Laudage, Christiane, Das Geschäft mit der Sünde – Ablass und Ablasswesen im Mittelalter. Herder, Freiburg im Breisgau 2016. 351 S. Besprochen von Gerhard Köbler.
Menschen haben gern Macht über Mitmenschen, wozu sie auch behauptetes Mehrwissen verwenden, mit dessen Hilfe sie den anderen ungelöste und vielleicht unlösbare Rätsel des Lebens klären können wollen. Auf dieser Grundlage sind nicht nur die Wissenschaften entstanden, sondern auch die die Vernunft nur bedingt verwendenden Religionen der Menschheit.

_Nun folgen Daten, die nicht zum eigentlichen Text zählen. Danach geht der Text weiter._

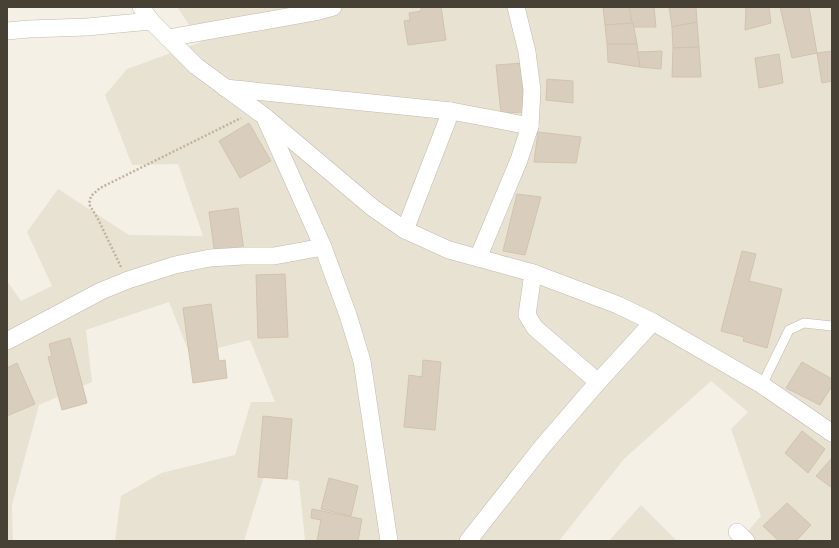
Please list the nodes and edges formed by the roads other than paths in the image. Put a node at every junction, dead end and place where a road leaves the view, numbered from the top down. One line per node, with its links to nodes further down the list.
1 (141, 7): 4 (street)
2 (333, 7): 6 (street)
3 (516, 7): 10 (street)
4 (152, 21): 5 (street); 6 (street)
5 (7, 31)
6 (168, 38): 7 (street)
7 (224, 88): 8 (street); 9 (street)
8 (450, 111): 10 (street); 11 (street)
9 (260, 114): 11 (street); 12 (street)
10 (530, 126): 13 (street)
11 (405, 230): 13 (street)
12 (323, 247): 17 (street); 21 (street)
13 (478, 258): 14 (street)
14 (532, 273): 15 (street); 18 (street)
15 (653, 322): 18 (street); 19 (street)
16 (832, 326): 19 (lane)
17 (7, 341)
18 (598, 382): 22 (street)
19 (762, 385): 20 (street)
20 (832, 433)
21 (389, 541)
22 (468, 541)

In diesem Rahmen spielt die Sünde des Menschen und ihr Ausgleich zwecks Vermeidung von Pein und Gewinnung von Heil im Christentum eine wesentliche Rolle.

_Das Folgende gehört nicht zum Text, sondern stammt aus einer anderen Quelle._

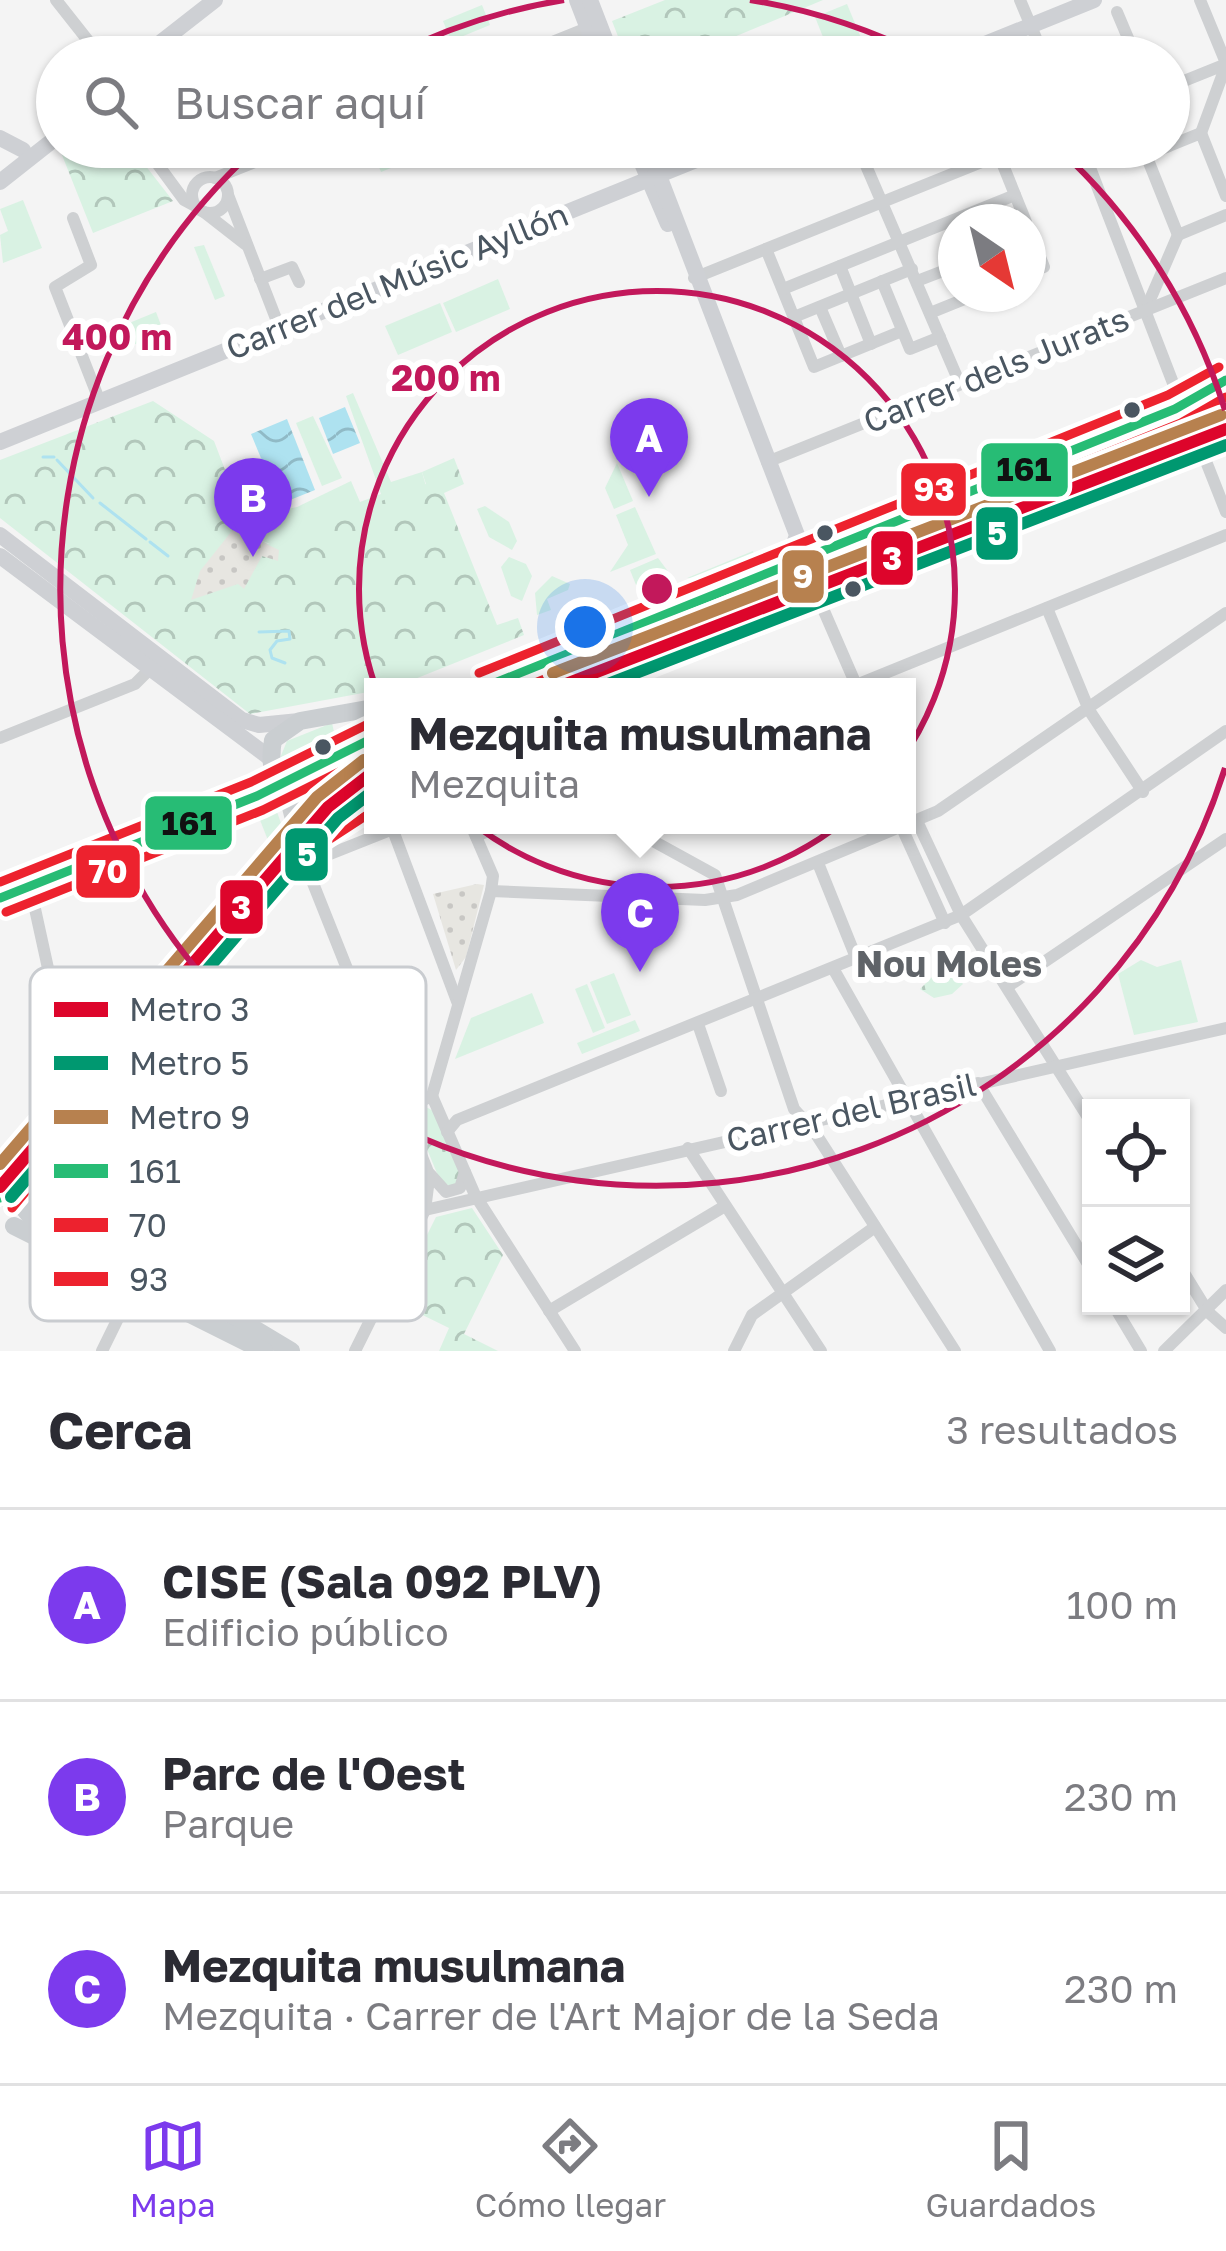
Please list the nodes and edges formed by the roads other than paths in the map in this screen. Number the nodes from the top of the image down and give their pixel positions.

Mit der dabei bedeutsamen Thematik des Ablasses beschäftigt sich die vorliegende, mit einigen einfachen Abbildungen und zahlreichen Anmerkungen am Ende versehene Studie der unter ihrem Namen nach Ausweis des Karlsruher Virtuellen Katalogs 2012 erstmals mit einer Geschichte der Gegenpäpste literarisch hervorgetretenen, als Dr. phil promovierten und bei der Katholischen Nachrichtenagentur in Bonn im Bereich Archiv/Dokumentation tätigen Verfasserin. Sie gliedert sich in drei Teile. Sie betreffen den Weg des aus der kirchlichen Buße des ersten Jahrtausends in Südfrankreich und Nordspanien zu Gunsten romanischer Neubauten von Kirchen und Klöstern im 11. Jahrhundert entstandenen Ablasswesens vom Rand in die Mitte, das Ablasswesen im Kontext und die Plenarablässe seit dem ersten Kreuzzug.

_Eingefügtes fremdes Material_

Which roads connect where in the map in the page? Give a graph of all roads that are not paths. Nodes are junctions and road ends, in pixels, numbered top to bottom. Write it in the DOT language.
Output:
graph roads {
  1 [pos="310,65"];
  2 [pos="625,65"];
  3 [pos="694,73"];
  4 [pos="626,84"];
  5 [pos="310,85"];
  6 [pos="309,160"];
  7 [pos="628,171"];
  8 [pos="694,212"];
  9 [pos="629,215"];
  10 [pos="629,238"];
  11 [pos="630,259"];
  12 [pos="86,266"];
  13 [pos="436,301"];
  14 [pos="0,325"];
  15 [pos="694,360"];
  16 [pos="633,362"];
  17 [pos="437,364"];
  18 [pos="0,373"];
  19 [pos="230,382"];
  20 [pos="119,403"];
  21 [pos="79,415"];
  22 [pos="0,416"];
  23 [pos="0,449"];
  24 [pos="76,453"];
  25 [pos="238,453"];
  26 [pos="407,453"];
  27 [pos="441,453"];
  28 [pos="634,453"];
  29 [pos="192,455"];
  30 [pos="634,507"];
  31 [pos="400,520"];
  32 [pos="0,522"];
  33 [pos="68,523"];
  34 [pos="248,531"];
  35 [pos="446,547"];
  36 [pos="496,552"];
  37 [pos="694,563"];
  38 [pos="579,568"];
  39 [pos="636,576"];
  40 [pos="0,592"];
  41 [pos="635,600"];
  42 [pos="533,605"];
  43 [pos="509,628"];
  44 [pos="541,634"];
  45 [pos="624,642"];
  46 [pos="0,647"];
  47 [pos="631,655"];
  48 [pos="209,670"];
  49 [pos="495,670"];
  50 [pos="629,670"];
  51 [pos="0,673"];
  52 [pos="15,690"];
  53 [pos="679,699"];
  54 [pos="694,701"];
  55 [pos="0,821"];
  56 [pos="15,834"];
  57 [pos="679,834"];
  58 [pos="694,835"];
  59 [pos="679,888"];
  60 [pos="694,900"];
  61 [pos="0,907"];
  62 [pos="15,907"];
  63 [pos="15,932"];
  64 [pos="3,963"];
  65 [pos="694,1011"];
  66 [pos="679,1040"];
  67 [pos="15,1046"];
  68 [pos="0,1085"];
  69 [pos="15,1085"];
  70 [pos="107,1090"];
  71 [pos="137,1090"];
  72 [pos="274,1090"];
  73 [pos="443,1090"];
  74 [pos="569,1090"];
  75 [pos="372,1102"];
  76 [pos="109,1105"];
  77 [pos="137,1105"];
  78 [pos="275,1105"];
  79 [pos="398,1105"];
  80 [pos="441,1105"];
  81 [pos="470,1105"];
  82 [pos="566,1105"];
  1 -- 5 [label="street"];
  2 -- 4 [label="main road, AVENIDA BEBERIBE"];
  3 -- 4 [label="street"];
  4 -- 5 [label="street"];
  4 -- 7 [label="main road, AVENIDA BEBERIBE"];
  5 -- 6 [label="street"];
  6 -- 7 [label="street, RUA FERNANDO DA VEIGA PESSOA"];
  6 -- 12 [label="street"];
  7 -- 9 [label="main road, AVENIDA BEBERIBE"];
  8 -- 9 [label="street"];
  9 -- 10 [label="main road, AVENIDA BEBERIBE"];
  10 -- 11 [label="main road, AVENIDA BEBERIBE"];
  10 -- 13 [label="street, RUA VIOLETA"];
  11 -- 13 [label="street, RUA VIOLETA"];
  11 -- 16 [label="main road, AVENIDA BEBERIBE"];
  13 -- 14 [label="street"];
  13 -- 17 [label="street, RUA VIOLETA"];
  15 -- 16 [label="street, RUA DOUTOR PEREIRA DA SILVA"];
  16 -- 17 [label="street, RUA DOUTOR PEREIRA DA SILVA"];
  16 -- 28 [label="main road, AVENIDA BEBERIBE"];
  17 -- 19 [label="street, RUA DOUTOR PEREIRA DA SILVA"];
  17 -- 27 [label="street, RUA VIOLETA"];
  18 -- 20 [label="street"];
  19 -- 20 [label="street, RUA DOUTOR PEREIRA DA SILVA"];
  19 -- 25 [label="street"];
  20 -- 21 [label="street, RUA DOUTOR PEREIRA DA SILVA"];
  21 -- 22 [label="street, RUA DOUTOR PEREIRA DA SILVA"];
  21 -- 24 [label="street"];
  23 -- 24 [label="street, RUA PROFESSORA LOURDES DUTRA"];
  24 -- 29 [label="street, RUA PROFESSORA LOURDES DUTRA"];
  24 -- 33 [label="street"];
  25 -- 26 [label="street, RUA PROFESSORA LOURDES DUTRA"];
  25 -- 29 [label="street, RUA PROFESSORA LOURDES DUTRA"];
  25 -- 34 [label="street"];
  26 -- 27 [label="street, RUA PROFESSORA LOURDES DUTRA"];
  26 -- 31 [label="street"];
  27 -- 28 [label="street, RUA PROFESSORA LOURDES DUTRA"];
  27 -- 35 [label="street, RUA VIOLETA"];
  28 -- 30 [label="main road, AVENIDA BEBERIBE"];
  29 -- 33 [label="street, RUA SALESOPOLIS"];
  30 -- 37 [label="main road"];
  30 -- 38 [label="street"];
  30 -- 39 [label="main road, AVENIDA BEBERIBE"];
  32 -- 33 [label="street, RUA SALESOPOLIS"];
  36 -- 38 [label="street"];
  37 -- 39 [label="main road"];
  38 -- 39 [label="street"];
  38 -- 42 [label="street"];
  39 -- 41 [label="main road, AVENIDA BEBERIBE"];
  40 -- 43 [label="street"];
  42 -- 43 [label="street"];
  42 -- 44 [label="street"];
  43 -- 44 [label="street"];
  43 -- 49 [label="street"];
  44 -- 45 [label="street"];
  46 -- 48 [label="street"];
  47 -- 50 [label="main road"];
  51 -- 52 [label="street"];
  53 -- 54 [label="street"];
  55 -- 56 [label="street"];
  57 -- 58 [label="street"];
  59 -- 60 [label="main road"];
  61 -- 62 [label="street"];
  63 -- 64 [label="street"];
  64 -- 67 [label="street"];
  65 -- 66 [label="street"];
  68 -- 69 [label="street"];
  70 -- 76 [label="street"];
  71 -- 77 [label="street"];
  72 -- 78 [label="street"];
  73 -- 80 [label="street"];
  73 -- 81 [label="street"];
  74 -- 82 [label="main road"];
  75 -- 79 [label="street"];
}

Mit dieser Entstehung am Übergang vom Frühmittelalter zum Hochmittelalter ordnet sich der Ablass vorzüglich in den wirtschaftsgeschichtlichen Wandel von der Naturalwirtschaft zu der Geldwirtschaft ein. Die damit verbundene religionsgeschichtliche Problematik führt allerdings am Ende des Mittelalters zu heftiger, die Reformation der Kirche unter dem geflügelten Wort „wenn das Geld im Kasten klingt, die Seele aus dem Fegfeuer springt“ bezweckender Kritik an der Ökonomisierung der vielleicht eher oder besser mit der Gnade Gottes zu verbindenden Religion. Ziel des für eine breite Leserschaft gedachten Werkes ist in erster Linie die Hinterfragung der Vorstellung von dem Geschäft mit der Sünde zu Gunsten des Verständnisses einer Eintrittskarte ins Paradies, in dessen Rahmen über Jahrhunderte Gläubige unter kirchlichem Anstoß versuchten, zugleich Trost auf Erden und Hoffnung für die Zeit nach dem Tode zu finden.